Breaking the Silence is the first comprehensive collection of literature from Liberia since before the nation’s independence. Patricia Jabbeh Wesley has gathered work from the 1800s to the present, including poets and emerging young writers exploring contemporary literary traditions with African and African diaspora poetry that transcends borders. In this collection, Liberia’s founding settlers wrestle with their identity as African free slaves in the homeland from which their ancestors were captured, and writers of the early twentieth and twenty-first centuries find themselves navigating a landscape at odds with itself.
From poets of Liberia’s past to young writers of the present, the contributors to this volume celebrate the beauty of their nation while mourning the devastation of a long, bloody civil war.
Patricia Jabbeh Wesley is a professor of English, creative writing, and African literature at Pennsylvania State University–Altoona.

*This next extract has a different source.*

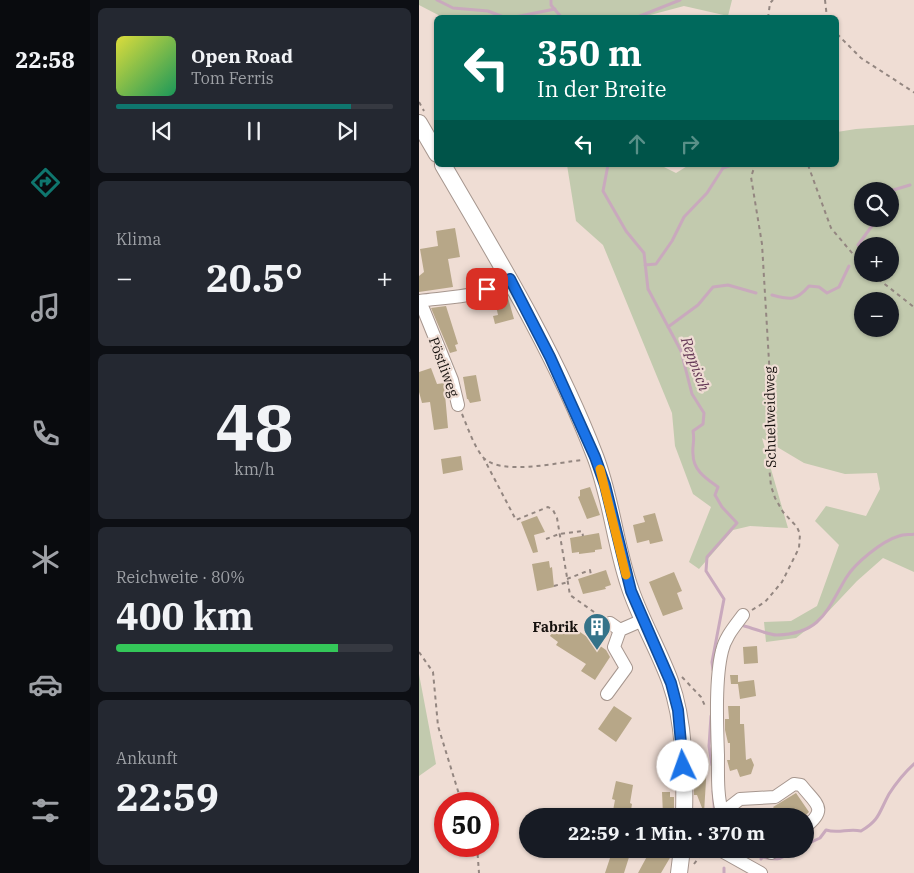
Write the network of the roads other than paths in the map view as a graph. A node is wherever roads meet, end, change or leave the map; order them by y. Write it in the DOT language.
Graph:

She immigrated to the United States with her husband and children in 1991, during the Liberian civil war. Wesley is the winner of the Levinson Prize from the Poetry Foundation and is the author of six collections of poetry, including Praise Song for My Children: New and Selected Poems, winner of the 2023 Theodore Roethke Memorial Poetry Prize; Becoming Ebony, a 2002 Crab Orchard Award winner; and When the Wanderers Come Home (Nebraska, 2016). She is a founder of Young Scholars of Liberia.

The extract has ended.